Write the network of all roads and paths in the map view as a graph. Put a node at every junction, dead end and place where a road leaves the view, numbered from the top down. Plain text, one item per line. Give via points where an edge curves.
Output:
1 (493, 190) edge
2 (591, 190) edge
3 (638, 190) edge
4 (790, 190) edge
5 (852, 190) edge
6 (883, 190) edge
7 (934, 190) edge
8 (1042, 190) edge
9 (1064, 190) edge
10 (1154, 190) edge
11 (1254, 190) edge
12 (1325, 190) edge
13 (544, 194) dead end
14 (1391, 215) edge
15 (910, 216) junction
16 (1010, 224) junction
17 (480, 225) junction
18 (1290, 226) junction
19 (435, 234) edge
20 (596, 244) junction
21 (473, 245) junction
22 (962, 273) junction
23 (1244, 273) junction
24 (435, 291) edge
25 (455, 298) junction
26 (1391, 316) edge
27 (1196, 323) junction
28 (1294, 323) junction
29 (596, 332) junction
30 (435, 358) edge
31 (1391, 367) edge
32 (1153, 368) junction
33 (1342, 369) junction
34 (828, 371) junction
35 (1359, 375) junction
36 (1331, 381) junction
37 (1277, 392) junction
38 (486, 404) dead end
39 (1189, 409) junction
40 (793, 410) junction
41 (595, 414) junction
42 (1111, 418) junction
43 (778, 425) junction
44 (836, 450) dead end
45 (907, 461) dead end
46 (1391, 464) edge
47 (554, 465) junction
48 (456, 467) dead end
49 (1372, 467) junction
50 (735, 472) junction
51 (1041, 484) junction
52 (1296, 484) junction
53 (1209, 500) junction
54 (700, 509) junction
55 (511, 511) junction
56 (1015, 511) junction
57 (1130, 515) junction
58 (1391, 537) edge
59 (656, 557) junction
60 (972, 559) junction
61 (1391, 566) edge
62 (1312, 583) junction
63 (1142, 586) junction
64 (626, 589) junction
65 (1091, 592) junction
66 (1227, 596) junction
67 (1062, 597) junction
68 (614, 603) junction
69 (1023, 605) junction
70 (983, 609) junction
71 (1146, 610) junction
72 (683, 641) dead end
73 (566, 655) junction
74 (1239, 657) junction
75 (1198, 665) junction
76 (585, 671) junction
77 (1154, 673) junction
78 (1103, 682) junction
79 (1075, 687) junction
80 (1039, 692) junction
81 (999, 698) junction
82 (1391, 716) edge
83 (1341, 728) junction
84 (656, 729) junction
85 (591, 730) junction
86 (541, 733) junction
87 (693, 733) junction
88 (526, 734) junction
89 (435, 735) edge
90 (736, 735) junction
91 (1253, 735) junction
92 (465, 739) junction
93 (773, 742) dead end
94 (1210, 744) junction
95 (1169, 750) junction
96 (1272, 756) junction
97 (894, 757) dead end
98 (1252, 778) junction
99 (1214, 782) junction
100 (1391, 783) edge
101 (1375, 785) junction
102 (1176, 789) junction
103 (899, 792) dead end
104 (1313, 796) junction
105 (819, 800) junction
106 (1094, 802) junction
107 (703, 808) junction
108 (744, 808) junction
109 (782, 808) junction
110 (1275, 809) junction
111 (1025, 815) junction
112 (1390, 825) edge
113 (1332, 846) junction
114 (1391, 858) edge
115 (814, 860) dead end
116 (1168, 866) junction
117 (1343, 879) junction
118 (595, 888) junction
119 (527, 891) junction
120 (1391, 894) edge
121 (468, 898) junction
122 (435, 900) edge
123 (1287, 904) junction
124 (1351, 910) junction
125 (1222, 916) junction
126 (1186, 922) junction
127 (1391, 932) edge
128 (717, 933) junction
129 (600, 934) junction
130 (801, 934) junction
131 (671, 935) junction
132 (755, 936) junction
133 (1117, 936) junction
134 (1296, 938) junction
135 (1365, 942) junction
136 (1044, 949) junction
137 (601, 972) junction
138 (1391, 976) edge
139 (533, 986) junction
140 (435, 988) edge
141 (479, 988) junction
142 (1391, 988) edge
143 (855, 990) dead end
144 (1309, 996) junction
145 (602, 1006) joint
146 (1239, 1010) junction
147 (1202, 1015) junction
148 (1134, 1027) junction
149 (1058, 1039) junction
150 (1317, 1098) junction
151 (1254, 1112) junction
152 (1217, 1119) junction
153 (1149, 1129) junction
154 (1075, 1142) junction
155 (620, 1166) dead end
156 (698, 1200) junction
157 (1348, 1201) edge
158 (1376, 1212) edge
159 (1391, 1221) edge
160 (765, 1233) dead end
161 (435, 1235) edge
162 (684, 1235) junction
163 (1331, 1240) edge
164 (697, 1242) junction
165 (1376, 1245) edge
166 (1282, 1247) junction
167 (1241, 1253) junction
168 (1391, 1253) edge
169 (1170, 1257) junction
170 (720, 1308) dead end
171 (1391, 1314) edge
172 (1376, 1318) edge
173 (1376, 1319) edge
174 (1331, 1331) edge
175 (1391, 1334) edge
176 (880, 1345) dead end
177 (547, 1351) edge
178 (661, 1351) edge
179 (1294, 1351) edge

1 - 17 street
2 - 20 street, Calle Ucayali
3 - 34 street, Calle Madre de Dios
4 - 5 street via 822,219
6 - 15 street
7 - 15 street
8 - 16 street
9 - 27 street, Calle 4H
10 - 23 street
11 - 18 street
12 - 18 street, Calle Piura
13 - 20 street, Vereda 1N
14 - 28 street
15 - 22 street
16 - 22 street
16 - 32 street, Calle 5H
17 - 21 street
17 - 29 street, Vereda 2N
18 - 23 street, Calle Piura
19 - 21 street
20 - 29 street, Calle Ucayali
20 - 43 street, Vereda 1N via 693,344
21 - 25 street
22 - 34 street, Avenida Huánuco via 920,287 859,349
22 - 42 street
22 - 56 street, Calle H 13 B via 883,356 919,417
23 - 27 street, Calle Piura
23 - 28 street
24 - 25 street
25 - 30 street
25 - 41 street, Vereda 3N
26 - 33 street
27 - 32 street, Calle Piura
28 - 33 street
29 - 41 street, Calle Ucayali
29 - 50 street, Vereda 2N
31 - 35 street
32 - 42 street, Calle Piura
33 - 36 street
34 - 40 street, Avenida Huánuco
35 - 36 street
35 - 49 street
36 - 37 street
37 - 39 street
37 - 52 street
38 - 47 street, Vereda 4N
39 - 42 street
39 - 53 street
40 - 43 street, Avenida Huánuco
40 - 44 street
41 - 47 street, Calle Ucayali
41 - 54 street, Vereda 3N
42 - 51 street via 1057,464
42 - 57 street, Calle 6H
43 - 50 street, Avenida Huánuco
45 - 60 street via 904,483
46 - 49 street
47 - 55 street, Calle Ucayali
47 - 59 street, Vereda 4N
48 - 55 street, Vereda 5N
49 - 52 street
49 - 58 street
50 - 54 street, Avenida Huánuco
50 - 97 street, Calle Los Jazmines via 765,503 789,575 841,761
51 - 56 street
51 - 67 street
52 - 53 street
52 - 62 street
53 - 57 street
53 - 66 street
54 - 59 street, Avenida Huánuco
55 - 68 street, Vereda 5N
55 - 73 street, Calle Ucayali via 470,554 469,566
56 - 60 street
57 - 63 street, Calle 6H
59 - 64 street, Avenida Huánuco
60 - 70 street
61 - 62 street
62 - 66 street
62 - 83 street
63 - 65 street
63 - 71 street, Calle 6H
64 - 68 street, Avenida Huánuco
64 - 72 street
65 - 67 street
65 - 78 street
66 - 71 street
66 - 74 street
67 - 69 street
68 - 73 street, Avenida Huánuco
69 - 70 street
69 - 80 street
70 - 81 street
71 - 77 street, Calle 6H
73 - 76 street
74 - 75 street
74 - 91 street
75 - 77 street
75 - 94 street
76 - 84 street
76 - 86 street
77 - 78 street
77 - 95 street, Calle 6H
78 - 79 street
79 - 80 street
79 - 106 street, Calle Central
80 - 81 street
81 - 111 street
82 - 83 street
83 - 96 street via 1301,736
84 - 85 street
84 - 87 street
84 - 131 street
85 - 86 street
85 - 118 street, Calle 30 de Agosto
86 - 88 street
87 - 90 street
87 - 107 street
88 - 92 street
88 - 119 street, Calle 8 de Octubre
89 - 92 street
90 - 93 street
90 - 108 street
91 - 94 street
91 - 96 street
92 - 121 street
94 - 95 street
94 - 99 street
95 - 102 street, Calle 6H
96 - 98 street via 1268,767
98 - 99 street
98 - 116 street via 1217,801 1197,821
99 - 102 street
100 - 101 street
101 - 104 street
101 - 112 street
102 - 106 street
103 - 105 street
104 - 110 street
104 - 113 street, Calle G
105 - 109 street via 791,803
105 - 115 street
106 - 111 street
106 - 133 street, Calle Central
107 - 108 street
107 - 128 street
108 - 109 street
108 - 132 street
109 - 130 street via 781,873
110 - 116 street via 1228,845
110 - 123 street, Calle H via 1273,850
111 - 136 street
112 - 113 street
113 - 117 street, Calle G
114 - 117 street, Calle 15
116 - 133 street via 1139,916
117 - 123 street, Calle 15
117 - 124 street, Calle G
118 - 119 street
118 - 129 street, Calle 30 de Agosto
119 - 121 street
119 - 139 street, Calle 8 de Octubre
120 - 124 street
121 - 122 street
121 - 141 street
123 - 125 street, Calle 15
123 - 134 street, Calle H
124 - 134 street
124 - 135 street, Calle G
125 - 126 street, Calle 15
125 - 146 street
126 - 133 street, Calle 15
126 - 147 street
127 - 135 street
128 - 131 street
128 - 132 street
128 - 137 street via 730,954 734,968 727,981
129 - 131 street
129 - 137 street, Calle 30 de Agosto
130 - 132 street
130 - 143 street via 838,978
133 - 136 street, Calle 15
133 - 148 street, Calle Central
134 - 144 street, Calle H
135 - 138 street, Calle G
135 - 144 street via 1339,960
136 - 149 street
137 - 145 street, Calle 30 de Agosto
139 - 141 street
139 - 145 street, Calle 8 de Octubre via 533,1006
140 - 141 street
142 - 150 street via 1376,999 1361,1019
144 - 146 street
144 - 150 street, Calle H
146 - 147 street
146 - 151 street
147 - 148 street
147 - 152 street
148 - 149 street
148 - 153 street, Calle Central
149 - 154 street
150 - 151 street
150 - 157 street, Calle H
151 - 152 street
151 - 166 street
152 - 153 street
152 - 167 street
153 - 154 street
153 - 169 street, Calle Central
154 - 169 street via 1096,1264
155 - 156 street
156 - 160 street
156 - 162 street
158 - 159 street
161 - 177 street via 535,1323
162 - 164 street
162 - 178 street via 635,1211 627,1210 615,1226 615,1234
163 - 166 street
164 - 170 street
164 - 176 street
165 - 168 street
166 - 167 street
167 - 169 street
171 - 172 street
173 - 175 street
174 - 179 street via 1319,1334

> EXERCISE BRIEF: Using the listing above, pick out each line that contains the word "Avenida", then copy it.

> RESPONSE TO THIS EXERCISE:
22 - 34 street, Avenida Huánuco via 920,287 859,349
34 - 40 street, Avenida Huánuco
40 - 43 street, Avenida Huánuco
43 - 50 street, Avenida Huánuco
50 - 54 street, Avenida Huánuco
54 - 59 street, Avenida Huánuco
59 - 64 street, Avenida Huánuco
64 - 68 street, Avenida Huánuco
68 - 73 street, Avenida Huánuco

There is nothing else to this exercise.